• Task details: Exact copy, no pictures: repeat the data that follows.

• Working data:
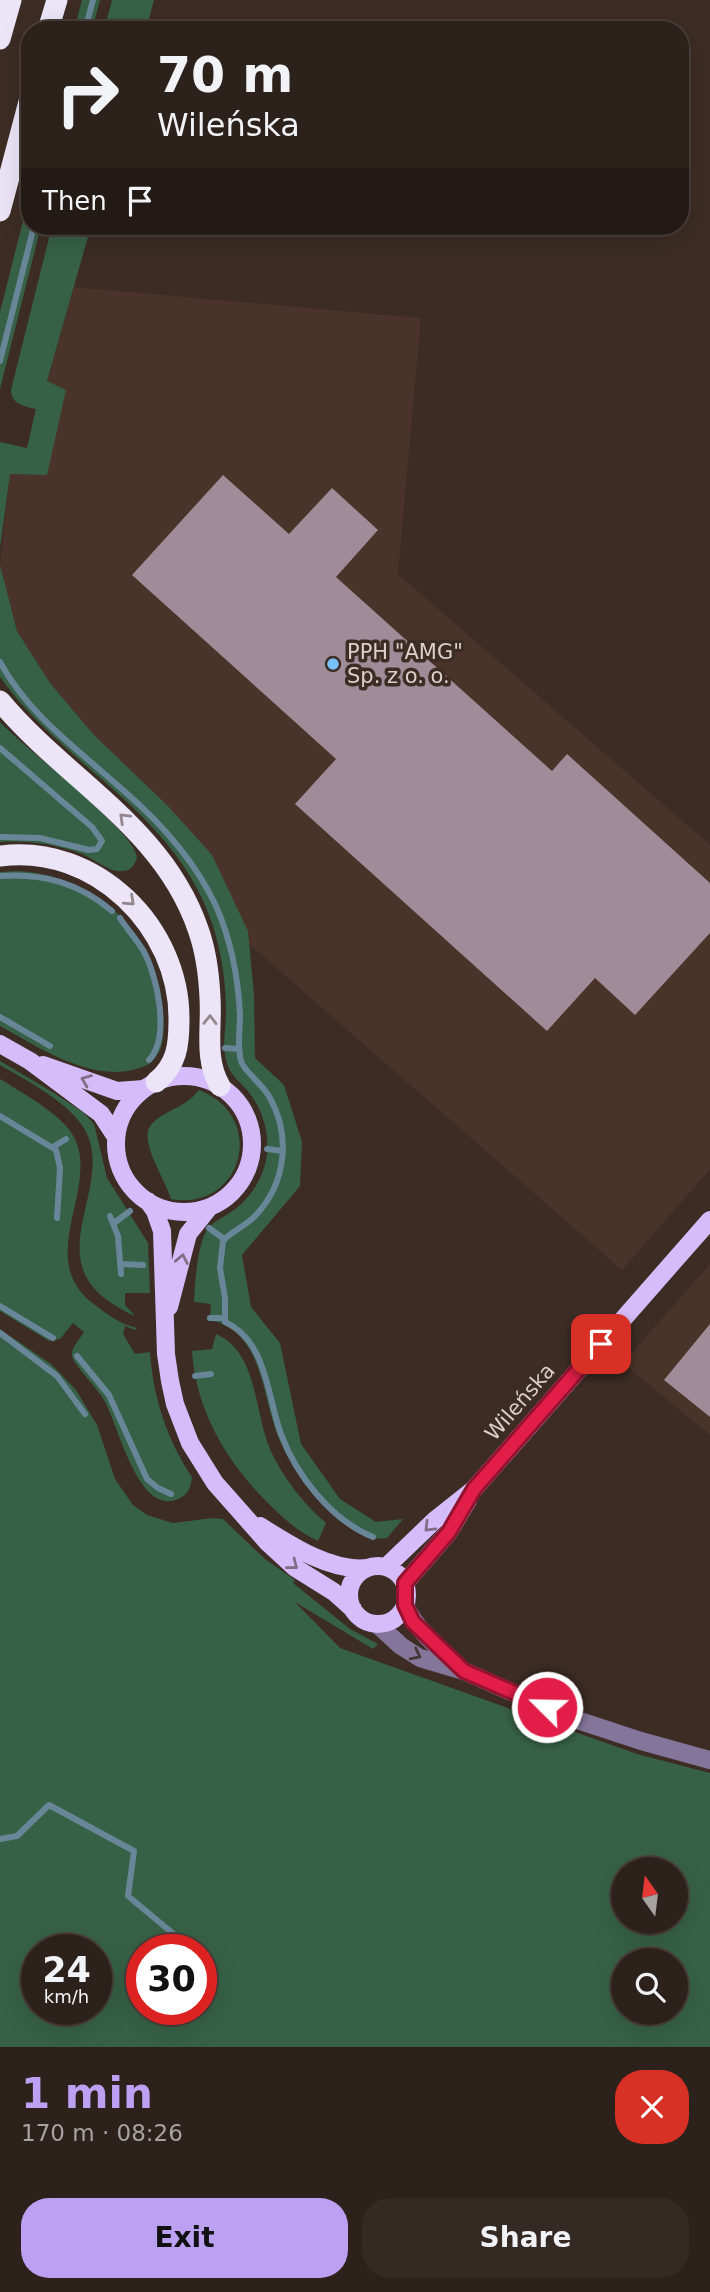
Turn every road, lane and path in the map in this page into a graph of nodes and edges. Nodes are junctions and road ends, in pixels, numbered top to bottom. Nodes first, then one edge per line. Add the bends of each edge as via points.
1 (11, 0) edge
2 (57, 0) edge
3 (51, 21) edge
4 (0, 39) edge
5 (21, 132) edge
6 (0, 211) edge
7 (0, 701) edge
8 (0, 856) edge
9 (0, 1044) edge
10 (30, 1061) junction
11 (150, 1086) junction
12 (220, 1086) junction
13 (116, 1137) junction
14 (148, 1202) junction
15 (209, 1208) junction
16 (710, 1220) edge
17 (166, 1317) junction
18 (474, 1489) junction
19 (245, 1516) junction
20 (386, 1567) junction
21 (367, 1568) junction
22 (405, 1583) junction
23 (405, 1605) junction
24 (353, 1609) junction
25 (377, 1624) junction
26 (464, 1671) junction
27 (710, 1760) edge

1 - 4 highway
2 - 3 highway
5 - 6 highway
12 -> 7 highway via 210,1063 204,951 187,901 124,816
8 -> 11 highway via 68,863 95,876 139,910 155,933 169,961 179,1038 173,1063
9 - 10 main road
11 -> 10 main road via 117,1091
10 - 13 main road via 102,1114
11 - 12 main road via 185,1076
11 - 13 main road via 124,1112
12 - 15 main road via 245,1113 252,1154 242,1181
13 - 14 main road via 124,1176
14 - 15 main road via 181,1212
14 - 17 main road via 162,1231
17 -> 15 main road via 188,1234
16 - 18 main road, Wileńska
17 - 19 main road via 170,1381 185,1430 215,1483
18 -> 20 main road, Wileńska
18 - 22 main road, Wileńska via 449,1532
19 - 21 main road via 323,1560 345,1568
19 -> 24 main road via 294,1567
20 - 21 main road
20 - 22 main road
21 - 24 main road via 350,1590
22 - 23 main road
23 - 25 main road via 394,1619
23 - 26 street via 423,1634
24 - 25 main road via 367,1622
25 -> 26 street via 410,1652
26 - 27 street via 568,1717

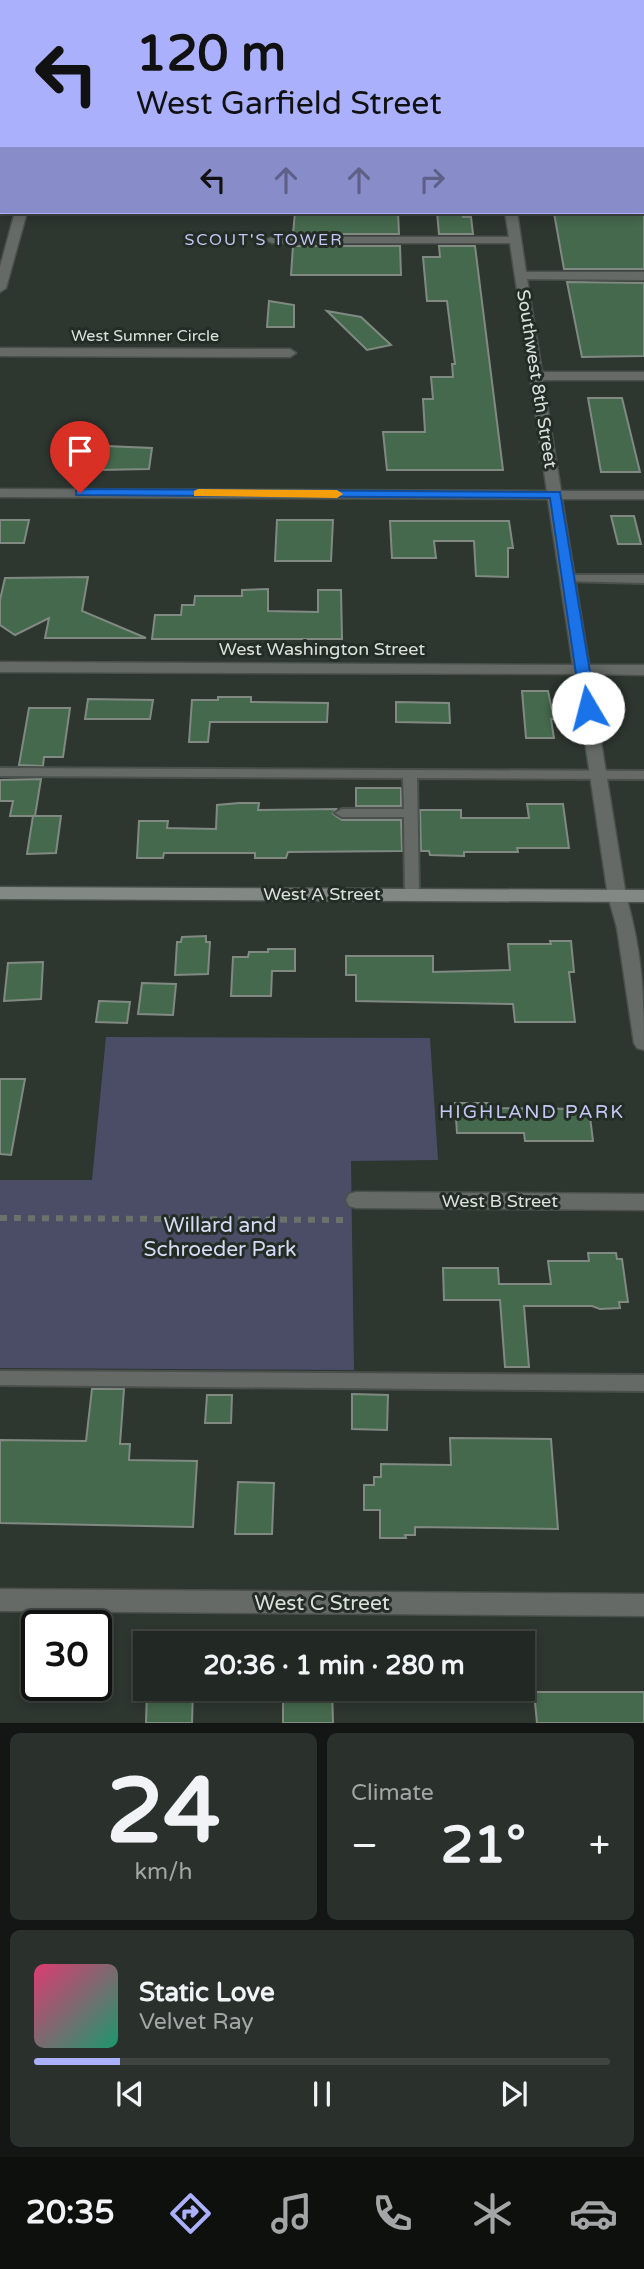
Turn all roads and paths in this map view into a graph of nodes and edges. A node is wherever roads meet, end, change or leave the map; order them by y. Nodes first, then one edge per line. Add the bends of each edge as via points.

• Answer area:
Turn every road, lane and path in the map in this page into a graph of nodes and edges. Nodes are junctions and road ends, in pixels, numbered top to bottom. Nodes first, then one edge per line. Add the bends of each edge as via points.
1 (11, 0) edge
2 (57, 0) edge
3 (51, 21) edge
4 (0, 39) edge
5 (21, 132) edge
6 (0, 211) edge
7 (0, 701) edge
8 (0, 856) edge
9 (0, 1044) edge
10 (30, 1061) junction
11 (150, 1086) junction
12 (220, 1086) junction
13 (116, 1137) junction
14 (148, 1202) junction
15 (209, 1208) junction
16 (710, 1220) edge
17 (166, 1317) junction
18 (474, 1489) junction
19 (245, 1516) junction
20 (386, 1567) junction
21 (367, 1568) junction
22 (405, 1583) junction
23 (405, 1605) junction
24 (353, 1609) junction
25 (377, 1624) junction
26 (464, 1671) junction
27 (710, 1760) edge

1 - 4 highway
2 - 3 highway
5 - 6 highway
12 -> 7 highway via 210,1063 204,951 187,901 124,816
8 -> 11 highway via 68,863 95,876 139,910 155,933 169,961 179,1038 173,1063
9 - 10 main road
11 -> 10 main road via 117,1091
10 - 13 main road via 102,1114
11 - 12 main road via 185,1076
11 - 13 main road via 124,1112
12 - 15 main road via 245,1113 252,1154 242,1181
13 - 14 main road via 124,1176
14 - 15 main road via 181,1212
14 - 17 main road via 162,1231
17 -> 15 main road via 188,1234
16 - 18 main road, Wileńska
17 - 19 main road via 170,1381 185,1430 215,1483
18 -> 20 main road, Wileńska
18 - 22 main road, Wileńska via 449,1532
19 - 21 main road via 323,1560 345,1568
19 -> 24 main road via 294,1567
20 - 21 main road
20 - 22 main road
21 - 24 main road via 350,1590
22 - 23 main road
23 - 25 main road via 394,1619
23 - 26 street via 423,1634
24 - 25 main road via 367,1622
25 -> 26 street via 410,1652
26 - 27 street via 568,1717

Turn all roads and paths in this map view into a graph of nodes and edges. A node is wherever roads meet, end, change or leave the map; order them by y. Nodes first, then one edge per line. Add the bends of each edge as via points.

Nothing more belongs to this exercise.